Dataset entries
#####

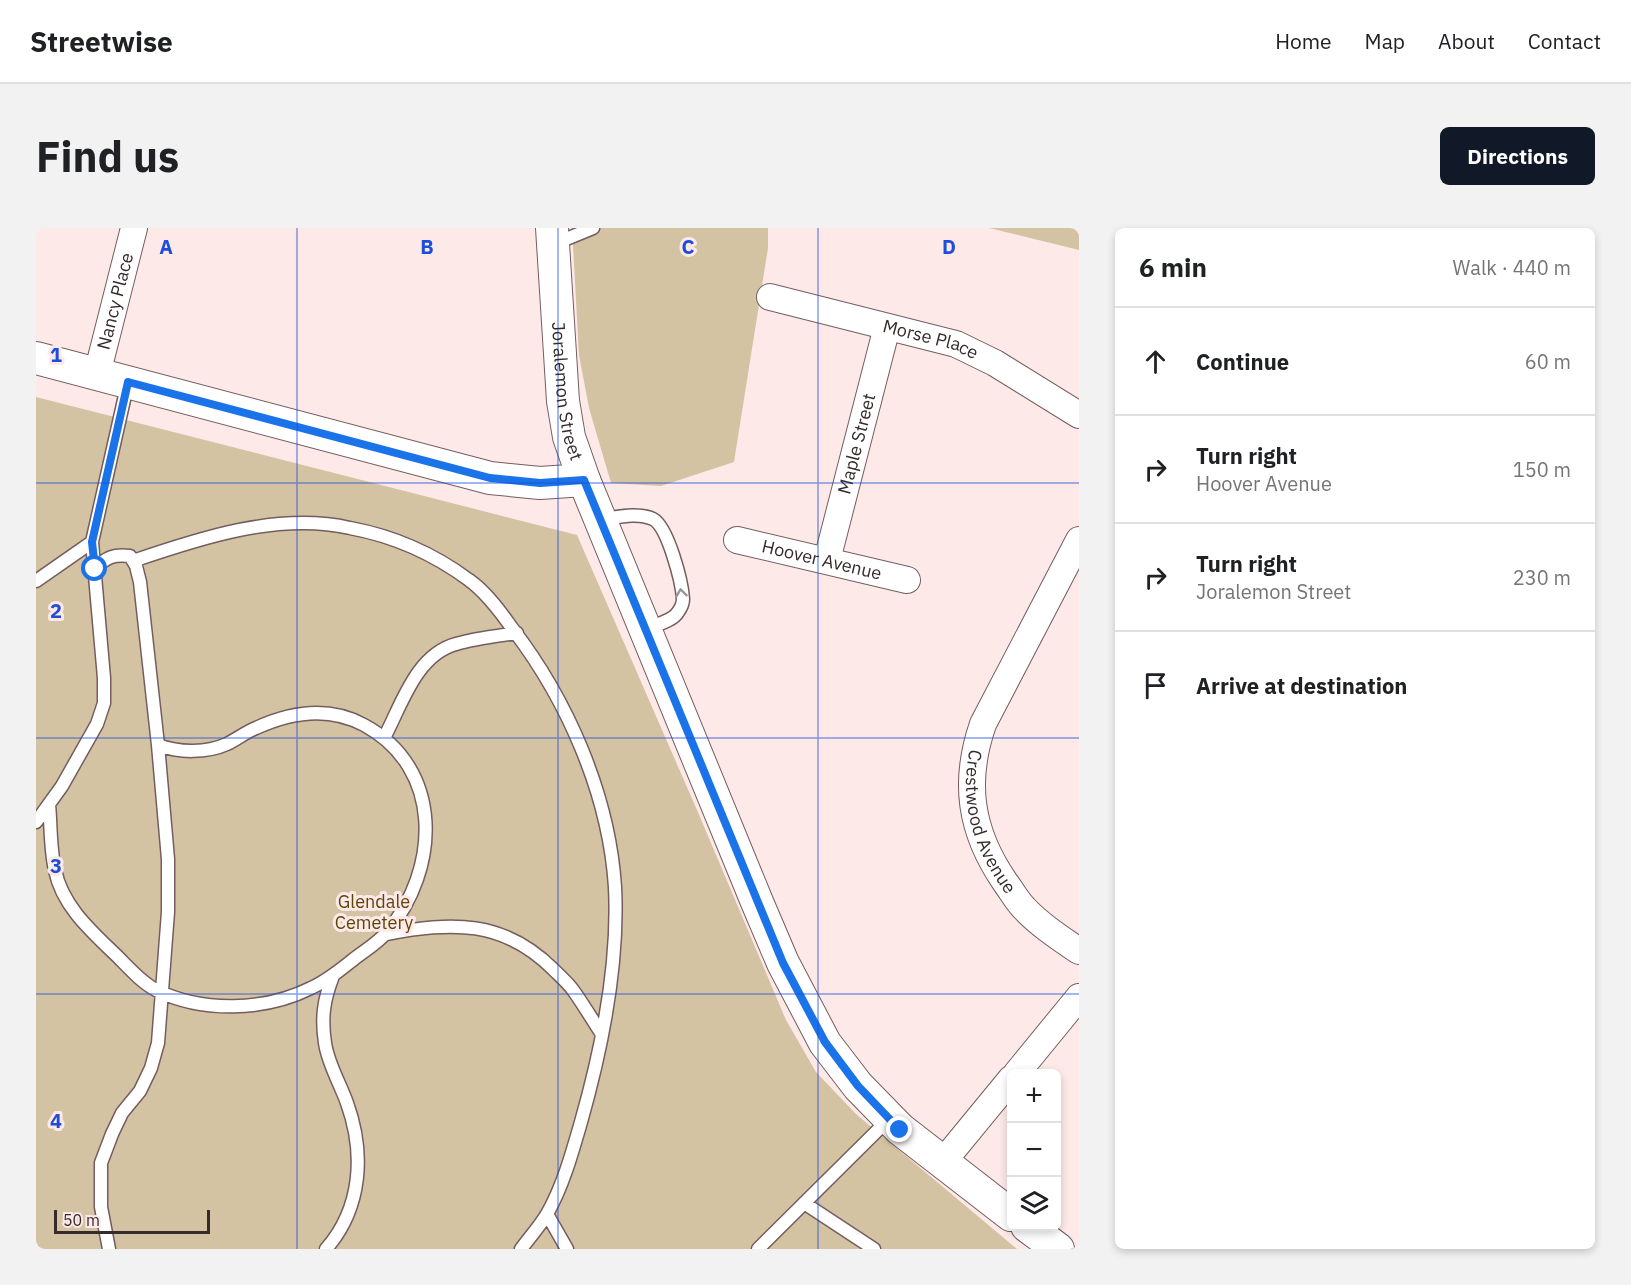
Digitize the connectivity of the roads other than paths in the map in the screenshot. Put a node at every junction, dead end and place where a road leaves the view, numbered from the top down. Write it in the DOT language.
graph roads {
  1 [pos="134,228"];
  2 [pos="593,228"];
  3 [pos="553,244"];
  4 [pos="770,297"];
  5 [pos="887,327"];
  6 [pos="36,358"];
  7 [pos="97,374"];
  8 [pos="128,382"];
  9 [pos="1079,415"];
  10 [pos="584,480"];
  11 [pos="600,520"];
  12 [pos="737,540"];
  13 [pos="1079,540"];
  14 [pos="92,542"];
  15 [pos="827,560"];
  16 [pos="133,561"];
  17 [pos="95,569"];
  18 [pos="907,580"];
  19 [pos="36,581"];
  20 [pos="645,630"];
  21 [pos="517,633"];
  22 [pos="384,738"];
  23 [pos="159,745"];
  24 [pos="49,804"];
  25 [pos="36,822"];
  26 [pos="386,934"];
  27 [pos="1079,951"];
  28 [pos="333,976"];
  29 [pos="162,992"];
  30 [pos="1079,997"];
  31 [pos="601,1033"];
  32 [pos="1020,1069"];
  33 [pos="1007,1084"];
  34 [pos="890,1119"];
  35 [pos="942,1163"];
  36 [pos="804,1203"];
  37 [pos="1007,1212"];
  38 [pos="547,1214"];
  39 [pos="1033,1231"];
  40 [pos="109,1249"];
  41 [pos="326,1249"];
  42 [pos="521,1249"];
  43 [pos="567,1249"];
  44 [pos="758,1249"];
  45 [pos="874,1249"];
  46 [pos="1058,1249"];
  1 -- 7 [label="street, Nancy Place"];
  2 -- 3 [label="lane"];
  3 -- 10 [label="street, Joralemon Street"];
  4 -- 5 [label="street, Morse Place"];
  5 -- 9 [label="street, Morse Place"];
  5 -- 15 [label="street, Maple Street"];
  6 -- 7 [label="street"];
  7 -- 8 [label="street"];
  8 -- 10 [label="street"];
  8 -- 14 [label="lane"];
  10 -- 11 [label="street, Joralemon Street"];
  11 -- 20 [label="street, Joralemon Street"];
  20 -- 11 [label="lane, one-way"];
  12 -- 15 [label="street, Hoover Avenue"];
  13 -- 27 [label="street, Crestwood Avenue"];
  14 -- 17 [label="lane"];
  14 -- 19 [label="lane"];
  15 -- 18 [label="street, Hoover Avenue"];
  16 -- 17 [label="lane"];
  16 -- 21 [label="lane"];
  16 -- 23 [label="lane"];
  17 -- 24 [label="lane"];
  20 -- 34 [label="street, Joralemon Street"];
  21 -- 22 [label="lane"];
  21 -- 31 [label="lane"];
  22 -- 23 [label="lane"];
  22 -- 26 [label="lane"];
  23 -- 29 [label="lane"];
  24 -- 25 [label="lane"];
  24 -- 29 [label="lane"];
  26 -- 28 [label="lane"];
  26 -- 31 [label="lane"];
  28 -- 29 [label="lane"];
  28 -- 41 [label="lane"];
  29 -- 40 [label="lane"];
  30 -- 32 [label="street"];
  31 -- 38 [label="lane"];
  33 -- 35 [label="street"];
  34 -- 35 [label="street, Joralemon Street"];
  34 -- 36 [label="lane"];
  35 -- 37 [label="street, Joralemon Street"];
  36 -- 44 [label="lane"];
  36 -- 45 [label="lane"];
  38 -- 42 [label="lane"];
  38 -- 43 [label="lane"];
  39 -- 46 [label="street"];
}
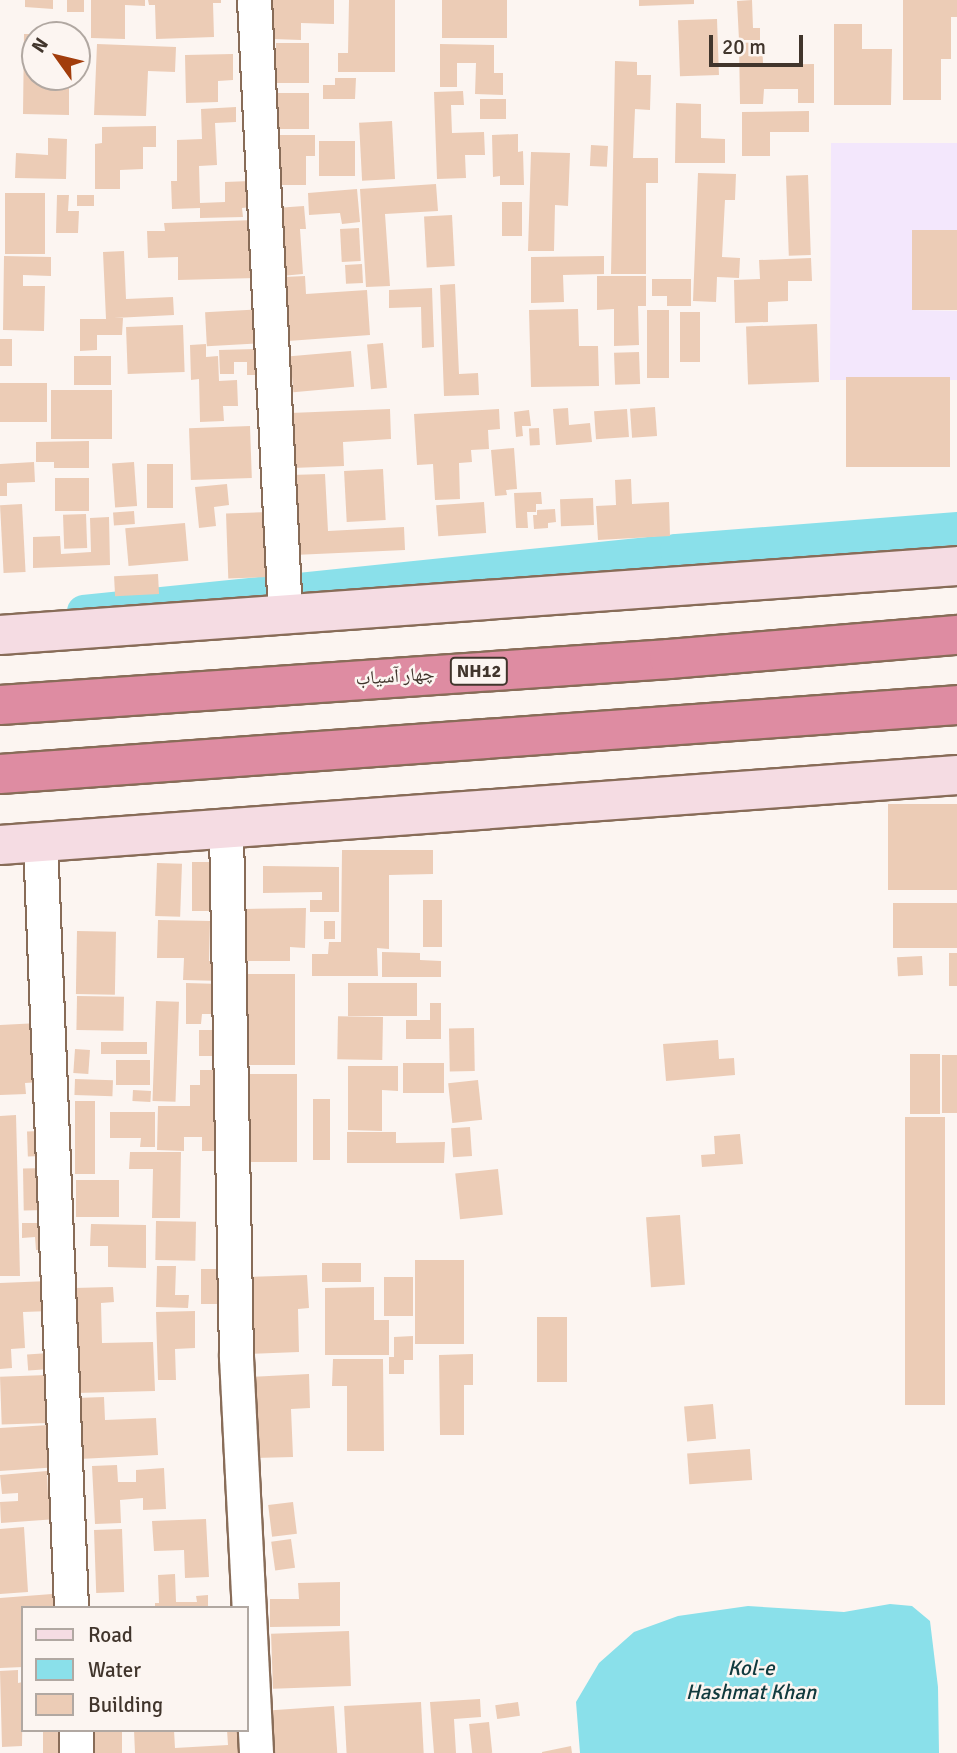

#####

**TASK:** Tally up the lines in the data that hold the word "Joralemon". Only the total should be given.

**EXERCISE OUTPUT:** 6